-- Directions --
Each line of the data that includes "Granada" must be copied.

-- Records supplied --
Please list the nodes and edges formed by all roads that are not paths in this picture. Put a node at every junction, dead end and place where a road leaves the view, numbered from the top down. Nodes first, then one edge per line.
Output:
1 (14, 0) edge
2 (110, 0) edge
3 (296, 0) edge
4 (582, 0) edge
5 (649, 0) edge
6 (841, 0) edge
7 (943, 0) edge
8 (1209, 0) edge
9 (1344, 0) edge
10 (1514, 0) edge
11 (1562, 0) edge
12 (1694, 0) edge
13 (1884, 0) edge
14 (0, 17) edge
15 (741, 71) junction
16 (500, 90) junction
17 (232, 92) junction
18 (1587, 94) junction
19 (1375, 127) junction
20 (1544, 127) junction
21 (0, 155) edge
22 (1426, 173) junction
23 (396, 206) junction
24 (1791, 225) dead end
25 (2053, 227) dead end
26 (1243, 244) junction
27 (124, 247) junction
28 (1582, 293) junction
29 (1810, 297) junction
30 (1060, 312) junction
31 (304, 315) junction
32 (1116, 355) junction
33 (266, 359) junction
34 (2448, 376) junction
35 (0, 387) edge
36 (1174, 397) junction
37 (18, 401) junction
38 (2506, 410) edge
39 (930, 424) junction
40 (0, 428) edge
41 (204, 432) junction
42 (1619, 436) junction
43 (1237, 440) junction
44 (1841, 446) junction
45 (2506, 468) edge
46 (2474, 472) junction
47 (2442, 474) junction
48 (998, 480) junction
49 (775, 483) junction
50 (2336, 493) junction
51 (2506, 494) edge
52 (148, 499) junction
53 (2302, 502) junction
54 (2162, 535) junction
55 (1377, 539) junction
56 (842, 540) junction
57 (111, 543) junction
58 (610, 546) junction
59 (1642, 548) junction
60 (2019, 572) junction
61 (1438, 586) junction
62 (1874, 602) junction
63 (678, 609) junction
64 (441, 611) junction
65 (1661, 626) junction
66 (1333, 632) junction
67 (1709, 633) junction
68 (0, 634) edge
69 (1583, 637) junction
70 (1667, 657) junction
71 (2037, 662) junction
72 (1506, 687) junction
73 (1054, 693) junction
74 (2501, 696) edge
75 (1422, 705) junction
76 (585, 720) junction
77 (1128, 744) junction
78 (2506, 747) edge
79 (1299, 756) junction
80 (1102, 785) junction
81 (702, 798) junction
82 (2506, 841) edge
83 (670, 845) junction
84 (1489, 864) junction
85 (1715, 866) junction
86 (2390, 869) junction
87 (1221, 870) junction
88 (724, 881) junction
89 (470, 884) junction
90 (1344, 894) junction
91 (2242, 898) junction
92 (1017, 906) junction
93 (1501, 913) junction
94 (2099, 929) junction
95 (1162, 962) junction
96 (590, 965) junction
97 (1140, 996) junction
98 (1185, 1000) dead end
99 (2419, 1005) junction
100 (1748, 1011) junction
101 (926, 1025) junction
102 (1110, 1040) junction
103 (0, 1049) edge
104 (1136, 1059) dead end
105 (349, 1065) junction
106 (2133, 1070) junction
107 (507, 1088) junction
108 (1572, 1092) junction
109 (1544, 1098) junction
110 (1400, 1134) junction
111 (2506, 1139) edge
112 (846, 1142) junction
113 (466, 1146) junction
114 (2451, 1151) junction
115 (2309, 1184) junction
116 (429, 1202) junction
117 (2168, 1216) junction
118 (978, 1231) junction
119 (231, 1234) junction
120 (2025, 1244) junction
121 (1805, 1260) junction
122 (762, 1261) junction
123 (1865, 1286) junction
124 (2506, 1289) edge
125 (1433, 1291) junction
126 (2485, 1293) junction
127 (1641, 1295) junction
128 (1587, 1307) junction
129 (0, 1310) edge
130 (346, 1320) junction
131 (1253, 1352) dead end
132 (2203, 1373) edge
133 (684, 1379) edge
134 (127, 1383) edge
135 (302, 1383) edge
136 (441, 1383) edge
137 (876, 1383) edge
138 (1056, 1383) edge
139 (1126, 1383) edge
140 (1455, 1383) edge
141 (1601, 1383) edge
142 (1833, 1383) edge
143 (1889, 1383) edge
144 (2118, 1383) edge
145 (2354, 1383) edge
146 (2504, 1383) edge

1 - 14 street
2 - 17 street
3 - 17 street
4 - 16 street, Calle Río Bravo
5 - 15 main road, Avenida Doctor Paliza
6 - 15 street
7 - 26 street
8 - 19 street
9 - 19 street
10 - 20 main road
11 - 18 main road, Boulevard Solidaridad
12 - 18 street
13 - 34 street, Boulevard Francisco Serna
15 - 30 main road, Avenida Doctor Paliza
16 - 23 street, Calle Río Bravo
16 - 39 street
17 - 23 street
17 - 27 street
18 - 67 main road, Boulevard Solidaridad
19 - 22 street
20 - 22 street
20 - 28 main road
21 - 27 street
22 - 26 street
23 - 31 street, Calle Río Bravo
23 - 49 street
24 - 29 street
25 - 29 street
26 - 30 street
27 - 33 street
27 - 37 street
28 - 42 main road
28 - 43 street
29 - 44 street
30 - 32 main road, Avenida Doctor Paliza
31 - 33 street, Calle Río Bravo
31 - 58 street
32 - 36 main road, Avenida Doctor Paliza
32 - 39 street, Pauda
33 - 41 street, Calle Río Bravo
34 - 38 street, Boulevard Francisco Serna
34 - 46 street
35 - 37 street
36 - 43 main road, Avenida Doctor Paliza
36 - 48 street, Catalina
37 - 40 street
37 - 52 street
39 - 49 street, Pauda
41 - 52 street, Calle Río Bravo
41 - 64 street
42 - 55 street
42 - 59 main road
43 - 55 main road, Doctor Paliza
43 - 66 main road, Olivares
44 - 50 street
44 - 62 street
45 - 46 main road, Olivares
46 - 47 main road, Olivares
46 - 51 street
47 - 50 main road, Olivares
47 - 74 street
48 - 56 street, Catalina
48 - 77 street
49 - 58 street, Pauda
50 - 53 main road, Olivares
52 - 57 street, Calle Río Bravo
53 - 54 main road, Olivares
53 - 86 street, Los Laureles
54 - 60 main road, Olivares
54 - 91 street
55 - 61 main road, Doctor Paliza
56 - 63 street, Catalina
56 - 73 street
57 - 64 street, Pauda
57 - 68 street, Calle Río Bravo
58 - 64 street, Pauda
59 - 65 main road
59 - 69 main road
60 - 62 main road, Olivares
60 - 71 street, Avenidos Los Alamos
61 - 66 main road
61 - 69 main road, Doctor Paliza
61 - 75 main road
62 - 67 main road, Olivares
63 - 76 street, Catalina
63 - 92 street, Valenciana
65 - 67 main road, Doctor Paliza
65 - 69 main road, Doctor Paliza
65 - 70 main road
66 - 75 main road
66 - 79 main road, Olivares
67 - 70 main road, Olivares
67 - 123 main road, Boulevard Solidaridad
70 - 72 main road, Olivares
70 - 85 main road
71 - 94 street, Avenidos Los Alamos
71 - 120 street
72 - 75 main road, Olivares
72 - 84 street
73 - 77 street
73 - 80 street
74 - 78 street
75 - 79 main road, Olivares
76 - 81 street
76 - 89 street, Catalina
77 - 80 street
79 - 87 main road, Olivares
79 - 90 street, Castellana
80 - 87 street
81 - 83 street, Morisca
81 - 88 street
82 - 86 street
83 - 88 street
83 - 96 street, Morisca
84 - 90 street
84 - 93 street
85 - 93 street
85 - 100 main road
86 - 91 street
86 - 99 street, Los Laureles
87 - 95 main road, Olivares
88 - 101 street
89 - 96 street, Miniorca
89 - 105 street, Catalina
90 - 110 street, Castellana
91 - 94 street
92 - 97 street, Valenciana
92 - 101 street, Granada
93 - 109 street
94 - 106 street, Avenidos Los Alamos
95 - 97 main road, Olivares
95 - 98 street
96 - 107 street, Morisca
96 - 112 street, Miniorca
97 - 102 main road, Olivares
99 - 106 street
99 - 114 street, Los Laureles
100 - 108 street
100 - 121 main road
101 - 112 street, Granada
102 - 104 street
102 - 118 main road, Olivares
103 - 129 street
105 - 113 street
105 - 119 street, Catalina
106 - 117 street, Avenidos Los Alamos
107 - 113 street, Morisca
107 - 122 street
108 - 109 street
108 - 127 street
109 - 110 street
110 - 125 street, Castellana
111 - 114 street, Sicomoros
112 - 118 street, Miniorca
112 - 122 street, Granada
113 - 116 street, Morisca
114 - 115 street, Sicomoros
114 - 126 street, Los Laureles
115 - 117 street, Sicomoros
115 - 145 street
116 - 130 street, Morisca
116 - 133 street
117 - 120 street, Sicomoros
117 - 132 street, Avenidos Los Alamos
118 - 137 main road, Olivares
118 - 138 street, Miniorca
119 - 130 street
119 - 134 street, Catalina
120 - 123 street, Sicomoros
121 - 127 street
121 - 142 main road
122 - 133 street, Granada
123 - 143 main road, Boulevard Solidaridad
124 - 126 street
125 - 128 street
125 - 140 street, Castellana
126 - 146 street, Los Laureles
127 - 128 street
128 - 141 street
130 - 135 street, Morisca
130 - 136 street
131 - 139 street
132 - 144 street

-- Output for this task --
92 - 101 street, Granada
101 - 112 street, Granada
112 - 122 street, Granada
122 - 133 street, Granada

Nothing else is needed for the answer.